I repubblicani si sono sempre saldamente aggiudicati i due posti in Senato dell'Arizona per 24 anni, fino al 2018 quando ha avuto la meglio la democratica Kyrsten Sinema. Il basso costo della vita in Arizona e il boom del settore tecnologico hanno spinto molti giovani, tendenzialmente più liberal, a trasferirsi nello Stato del Grand Canyon, alterando la mappa elettorale.
Dal sondaggio di Oh Predictive Insight emerge un consenso per Biden in Arizona simile a quello che aveva Hillary Clinton nel 2016 (61%). Hillary vinse il voto delle donne per 9 punti e oggi Biden viene dato in testa di 12 punti. Tra gli uomini, in Arizona ebbe la meglio Trump nel 2016 per 8 punti mentre oggi viene dato dietro a Biden di 7 punti. Clinton nel 2016 perse di 3 punti tra gli indipendenti dell'Arizona (tendenzialmente inclini a votare per il Grand Old Party), che in questa tornata elettorale sembrano piuttosto favorire il candidato democratico.
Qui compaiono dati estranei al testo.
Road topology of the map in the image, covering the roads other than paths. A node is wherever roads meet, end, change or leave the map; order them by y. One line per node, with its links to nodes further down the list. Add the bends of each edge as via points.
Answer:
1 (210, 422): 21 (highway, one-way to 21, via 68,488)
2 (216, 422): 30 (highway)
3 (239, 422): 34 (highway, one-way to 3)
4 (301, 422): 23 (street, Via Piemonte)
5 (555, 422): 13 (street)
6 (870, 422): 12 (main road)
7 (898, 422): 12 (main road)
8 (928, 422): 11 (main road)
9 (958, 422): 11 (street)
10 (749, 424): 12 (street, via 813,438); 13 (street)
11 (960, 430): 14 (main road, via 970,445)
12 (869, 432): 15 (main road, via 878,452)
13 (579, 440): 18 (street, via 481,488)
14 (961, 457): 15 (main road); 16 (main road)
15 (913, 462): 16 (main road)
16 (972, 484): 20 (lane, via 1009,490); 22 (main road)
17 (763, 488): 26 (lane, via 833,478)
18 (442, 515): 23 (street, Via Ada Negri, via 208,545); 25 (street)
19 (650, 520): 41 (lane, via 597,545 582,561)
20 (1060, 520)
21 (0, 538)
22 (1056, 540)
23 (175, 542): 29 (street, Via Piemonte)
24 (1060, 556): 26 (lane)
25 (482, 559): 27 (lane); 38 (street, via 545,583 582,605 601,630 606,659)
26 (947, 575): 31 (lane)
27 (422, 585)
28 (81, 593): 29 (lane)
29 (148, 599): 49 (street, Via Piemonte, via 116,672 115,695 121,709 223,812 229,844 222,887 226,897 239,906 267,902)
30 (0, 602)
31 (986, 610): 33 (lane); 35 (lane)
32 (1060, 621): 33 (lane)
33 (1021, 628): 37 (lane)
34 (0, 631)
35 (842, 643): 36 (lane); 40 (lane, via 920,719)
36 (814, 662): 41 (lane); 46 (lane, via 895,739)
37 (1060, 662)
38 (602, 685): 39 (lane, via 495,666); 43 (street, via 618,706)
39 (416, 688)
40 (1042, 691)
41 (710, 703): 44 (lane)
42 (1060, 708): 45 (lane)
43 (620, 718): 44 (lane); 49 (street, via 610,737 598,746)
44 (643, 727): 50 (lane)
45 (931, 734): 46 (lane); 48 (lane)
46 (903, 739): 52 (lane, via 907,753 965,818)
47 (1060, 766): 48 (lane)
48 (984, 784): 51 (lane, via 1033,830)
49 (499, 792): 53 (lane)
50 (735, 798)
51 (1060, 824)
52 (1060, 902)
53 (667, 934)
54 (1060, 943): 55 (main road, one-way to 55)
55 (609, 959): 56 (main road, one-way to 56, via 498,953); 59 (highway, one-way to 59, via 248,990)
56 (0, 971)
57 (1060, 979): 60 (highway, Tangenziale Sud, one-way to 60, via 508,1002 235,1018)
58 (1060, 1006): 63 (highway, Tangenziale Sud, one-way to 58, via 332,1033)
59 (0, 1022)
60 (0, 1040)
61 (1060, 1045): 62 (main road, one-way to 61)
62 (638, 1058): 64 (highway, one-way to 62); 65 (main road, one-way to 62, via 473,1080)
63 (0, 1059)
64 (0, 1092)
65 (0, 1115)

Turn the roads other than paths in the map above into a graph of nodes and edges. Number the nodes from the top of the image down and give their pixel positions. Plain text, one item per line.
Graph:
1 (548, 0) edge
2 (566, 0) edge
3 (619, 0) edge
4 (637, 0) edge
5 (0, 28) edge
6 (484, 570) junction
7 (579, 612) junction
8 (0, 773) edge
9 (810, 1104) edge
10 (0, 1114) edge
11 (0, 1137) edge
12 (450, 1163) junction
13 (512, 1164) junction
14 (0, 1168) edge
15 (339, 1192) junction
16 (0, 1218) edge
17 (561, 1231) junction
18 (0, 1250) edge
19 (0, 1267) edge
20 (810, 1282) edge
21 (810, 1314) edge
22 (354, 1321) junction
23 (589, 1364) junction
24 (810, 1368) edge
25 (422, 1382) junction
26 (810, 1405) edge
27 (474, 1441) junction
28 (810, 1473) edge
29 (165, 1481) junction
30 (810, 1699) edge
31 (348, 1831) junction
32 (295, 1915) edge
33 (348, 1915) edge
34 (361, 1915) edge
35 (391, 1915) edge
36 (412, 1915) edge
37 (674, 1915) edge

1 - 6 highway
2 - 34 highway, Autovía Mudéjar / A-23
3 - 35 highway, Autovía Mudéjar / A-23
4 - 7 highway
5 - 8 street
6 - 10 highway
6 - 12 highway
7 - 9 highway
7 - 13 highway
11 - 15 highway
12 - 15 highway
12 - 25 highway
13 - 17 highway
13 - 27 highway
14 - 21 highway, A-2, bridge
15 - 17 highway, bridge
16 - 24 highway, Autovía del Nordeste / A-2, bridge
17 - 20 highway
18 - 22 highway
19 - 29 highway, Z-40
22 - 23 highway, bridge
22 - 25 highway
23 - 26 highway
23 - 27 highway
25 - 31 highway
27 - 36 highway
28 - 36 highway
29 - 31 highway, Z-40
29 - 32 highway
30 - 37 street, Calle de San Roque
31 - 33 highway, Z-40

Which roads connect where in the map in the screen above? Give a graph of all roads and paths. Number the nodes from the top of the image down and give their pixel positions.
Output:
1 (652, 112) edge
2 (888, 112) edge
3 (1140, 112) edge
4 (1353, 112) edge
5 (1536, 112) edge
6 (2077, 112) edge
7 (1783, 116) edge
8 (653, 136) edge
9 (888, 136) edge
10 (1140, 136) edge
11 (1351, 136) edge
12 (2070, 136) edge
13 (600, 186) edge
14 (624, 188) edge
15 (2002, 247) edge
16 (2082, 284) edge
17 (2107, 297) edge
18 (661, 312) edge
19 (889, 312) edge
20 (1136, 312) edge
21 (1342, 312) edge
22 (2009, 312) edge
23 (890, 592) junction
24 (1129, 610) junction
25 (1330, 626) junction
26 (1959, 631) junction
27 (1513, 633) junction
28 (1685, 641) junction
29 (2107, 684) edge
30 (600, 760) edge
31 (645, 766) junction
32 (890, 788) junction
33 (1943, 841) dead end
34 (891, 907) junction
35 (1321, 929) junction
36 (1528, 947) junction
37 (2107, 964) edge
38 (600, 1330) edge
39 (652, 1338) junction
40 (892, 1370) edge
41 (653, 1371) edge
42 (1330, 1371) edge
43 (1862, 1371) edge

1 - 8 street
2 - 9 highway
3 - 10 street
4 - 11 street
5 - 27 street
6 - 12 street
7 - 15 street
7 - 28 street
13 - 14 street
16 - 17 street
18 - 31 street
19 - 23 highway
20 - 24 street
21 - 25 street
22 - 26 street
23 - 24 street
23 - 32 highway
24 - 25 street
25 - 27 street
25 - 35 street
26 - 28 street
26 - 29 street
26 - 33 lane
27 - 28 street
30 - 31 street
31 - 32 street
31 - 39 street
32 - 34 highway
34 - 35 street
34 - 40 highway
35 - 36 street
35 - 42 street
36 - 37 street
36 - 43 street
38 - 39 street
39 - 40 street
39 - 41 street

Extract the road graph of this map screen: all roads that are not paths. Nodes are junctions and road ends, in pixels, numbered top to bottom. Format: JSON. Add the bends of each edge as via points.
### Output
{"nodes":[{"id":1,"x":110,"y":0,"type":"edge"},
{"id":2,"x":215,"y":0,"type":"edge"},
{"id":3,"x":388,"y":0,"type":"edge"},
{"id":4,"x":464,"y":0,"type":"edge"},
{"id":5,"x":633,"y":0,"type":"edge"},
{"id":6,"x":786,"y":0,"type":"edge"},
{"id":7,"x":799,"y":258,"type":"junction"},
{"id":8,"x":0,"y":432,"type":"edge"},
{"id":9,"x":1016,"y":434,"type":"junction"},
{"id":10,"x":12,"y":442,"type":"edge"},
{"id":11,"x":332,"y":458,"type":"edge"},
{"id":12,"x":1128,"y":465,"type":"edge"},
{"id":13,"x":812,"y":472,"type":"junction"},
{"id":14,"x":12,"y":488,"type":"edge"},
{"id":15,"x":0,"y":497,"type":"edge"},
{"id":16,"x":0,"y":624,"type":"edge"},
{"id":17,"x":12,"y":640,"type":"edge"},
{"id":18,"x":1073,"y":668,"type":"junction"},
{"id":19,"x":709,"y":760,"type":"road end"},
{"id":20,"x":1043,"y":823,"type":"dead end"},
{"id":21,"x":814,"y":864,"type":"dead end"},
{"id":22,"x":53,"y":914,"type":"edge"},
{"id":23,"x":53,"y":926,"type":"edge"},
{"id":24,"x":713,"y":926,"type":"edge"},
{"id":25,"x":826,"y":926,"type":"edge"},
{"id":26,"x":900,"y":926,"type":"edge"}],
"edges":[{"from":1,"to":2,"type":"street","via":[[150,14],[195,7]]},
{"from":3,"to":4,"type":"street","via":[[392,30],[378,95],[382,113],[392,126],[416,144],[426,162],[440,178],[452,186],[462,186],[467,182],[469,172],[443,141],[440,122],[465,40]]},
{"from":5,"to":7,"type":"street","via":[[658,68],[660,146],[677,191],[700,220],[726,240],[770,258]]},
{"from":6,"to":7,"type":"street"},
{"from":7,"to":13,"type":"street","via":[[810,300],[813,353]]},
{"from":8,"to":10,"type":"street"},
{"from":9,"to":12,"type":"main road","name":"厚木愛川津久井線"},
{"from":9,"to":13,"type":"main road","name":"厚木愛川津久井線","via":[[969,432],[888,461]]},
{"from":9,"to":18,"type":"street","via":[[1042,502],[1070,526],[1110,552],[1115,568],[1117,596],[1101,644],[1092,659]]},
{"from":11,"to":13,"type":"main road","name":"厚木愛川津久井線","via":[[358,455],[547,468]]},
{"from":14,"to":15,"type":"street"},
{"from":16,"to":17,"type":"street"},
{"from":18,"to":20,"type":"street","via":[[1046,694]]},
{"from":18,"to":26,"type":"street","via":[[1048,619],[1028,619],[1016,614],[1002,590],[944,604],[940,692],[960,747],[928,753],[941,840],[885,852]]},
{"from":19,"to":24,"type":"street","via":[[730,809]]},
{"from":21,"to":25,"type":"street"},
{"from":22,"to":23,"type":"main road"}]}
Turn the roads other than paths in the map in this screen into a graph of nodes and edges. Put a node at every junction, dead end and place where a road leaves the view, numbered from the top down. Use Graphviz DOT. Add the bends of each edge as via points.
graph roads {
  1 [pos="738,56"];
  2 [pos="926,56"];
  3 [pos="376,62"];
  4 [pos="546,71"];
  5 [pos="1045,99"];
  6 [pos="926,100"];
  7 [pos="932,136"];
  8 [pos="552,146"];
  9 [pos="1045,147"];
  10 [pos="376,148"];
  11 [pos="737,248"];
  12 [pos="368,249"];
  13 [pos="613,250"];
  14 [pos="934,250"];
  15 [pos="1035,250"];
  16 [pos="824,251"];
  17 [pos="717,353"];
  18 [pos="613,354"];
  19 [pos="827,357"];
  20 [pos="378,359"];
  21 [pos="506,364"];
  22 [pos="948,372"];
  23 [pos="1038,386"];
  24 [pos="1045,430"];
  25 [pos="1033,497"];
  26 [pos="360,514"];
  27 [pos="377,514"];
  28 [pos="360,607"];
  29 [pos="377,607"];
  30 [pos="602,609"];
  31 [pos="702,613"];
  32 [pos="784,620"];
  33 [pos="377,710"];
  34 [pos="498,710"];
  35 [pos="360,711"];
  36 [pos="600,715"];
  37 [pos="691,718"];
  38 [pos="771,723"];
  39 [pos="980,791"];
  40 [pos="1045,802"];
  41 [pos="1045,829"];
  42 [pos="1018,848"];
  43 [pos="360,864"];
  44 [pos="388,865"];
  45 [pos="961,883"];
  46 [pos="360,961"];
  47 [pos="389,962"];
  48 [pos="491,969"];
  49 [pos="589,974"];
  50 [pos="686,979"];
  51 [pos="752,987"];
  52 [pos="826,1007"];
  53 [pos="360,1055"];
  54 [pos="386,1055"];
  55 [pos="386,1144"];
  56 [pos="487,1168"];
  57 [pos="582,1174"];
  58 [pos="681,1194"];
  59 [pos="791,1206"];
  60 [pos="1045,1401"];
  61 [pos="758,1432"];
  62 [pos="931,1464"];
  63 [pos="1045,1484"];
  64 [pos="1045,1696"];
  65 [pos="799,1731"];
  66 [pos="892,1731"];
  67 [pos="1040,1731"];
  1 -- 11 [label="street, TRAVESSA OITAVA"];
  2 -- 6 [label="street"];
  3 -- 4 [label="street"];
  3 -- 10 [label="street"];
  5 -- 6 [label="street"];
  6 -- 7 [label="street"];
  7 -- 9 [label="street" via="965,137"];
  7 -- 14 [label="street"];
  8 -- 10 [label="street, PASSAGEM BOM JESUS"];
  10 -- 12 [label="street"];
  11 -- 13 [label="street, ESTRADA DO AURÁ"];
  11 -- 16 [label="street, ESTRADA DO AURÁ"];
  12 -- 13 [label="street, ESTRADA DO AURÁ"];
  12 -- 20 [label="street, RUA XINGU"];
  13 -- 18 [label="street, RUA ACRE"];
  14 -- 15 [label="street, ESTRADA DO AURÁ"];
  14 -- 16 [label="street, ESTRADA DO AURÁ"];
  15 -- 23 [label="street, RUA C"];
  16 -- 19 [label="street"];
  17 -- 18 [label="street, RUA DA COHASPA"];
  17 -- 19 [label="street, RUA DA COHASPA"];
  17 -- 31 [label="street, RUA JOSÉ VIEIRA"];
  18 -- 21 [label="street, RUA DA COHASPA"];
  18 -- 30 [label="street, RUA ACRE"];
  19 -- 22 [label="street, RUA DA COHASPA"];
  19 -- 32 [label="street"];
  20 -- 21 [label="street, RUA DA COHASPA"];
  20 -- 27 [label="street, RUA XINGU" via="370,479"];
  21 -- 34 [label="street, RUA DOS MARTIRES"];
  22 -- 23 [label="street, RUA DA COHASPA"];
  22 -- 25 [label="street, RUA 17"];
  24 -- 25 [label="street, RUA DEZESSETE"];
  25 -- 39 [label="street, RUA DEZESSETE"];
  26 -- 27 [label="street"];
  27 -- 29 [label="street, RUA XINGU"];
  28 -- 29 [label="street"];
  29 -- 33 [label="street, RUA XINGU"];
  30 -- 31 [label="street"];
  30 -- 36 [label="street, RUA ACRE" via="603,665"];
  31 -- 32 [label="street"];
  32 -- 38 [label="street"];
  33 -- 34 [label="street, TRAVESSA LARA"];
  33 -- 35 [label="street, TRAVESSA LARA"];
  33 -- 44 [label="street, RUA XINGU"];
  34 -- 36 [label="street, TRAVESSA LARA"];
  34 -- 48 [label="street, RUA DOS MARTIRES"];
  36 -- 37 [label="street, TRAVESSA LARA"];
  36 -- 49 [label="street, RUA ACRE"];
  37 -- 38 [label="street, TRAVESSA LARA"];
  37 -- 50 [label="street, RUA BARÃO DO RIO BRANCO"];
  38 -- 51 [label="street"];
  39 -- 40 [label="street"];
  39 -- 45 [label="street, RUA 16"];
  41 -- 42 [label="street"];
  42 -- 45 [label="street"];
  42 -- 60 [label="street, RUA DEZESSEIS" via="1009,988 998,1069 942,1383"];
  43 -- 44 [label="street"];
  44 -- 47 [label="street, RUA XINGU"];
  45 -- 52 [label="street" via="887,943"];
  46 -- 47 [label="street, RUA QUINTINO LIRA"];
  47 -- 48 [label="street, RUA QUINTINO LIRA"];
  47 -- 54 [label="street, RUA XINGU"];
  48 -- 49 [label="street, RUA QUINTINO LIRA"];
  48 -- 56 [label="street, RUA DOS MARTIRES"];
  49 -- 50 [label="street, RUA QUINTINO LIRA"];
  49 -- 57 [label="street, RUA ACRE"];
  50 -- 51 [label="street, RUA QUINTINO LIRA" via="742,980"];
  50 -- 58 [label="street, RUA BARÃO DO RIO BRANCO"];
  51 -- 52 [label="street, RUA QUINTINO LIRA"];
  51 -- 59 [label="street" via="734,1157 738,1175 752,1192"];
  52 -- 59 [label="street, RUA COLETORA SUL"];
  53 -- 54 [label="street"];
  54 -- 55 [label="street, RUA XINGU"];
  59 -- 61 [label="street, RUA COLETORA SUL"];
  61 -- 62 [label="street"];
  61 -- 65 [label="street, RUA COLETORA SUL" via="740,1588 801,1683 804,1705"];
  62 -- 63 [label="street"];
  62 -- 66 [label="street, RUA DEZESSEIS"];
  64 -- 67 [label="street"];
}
Il manager della campagna di Trump, Bill Stepien, ha definito sballato il sondaggio, dando “The Donald” favorito di 3 punti.
Biden oggi sarà in Florida, dove Trump vinse nel 2016 per un solo punto percentuale e dove si profila ancora una volta una corsa all’ultimo voto. Se lo sfidante democratico riuscisse a fare breccia nel cuore dei ricchi repubblicani che hanno scelto la Florida per la pensione, le chance di conferma del presidente si assottiglierebbero. Ma se Trump andasse meglio rispetto al 2016 tra gli ispanici, allora sarebbe Biden quello fuori dai giochi.
Non a caso, quando è stato chiesto all’ex braccio destro di Obama quale sarebbe stato il suo messaggio oggi in Florida, lui ha risposto: “Parlerò di come intendo lavorare come un diavolo per conquistare il voto di ogni singolo latino e ispanico”.
Trump dalla Casa Bianca celebrerà il suo successo diplomatico con la firma degli accordi di normalizzazione delle relazioni tra Israele e gli Emirati e tra Israele e il Bahrain. Nel pomeriggio il presidente riprenderà la sua girandola negli Stati in bilico con un town hall in Pennsylvania dove si tornerà sicuramente a parlare anche di clima, con oltre 17 milioni di persone sulla traiettoria dell’uragano Sally. Lui, che si è definito “il presidente ambientalista numero uno” ha già messo le mani avanti: “Il mio team ed io stiamo attentamente monitorando l’estremamente pericoloso uragano Sally. Siamo pienamente impegnati con i leader statali e locali per assistere la grande gente dell’Alabama, Louisiana e Mississippi”. Acqua, fuoco, terra e aria. I quattro elementi che fanno gli Stati (dis)Uniti.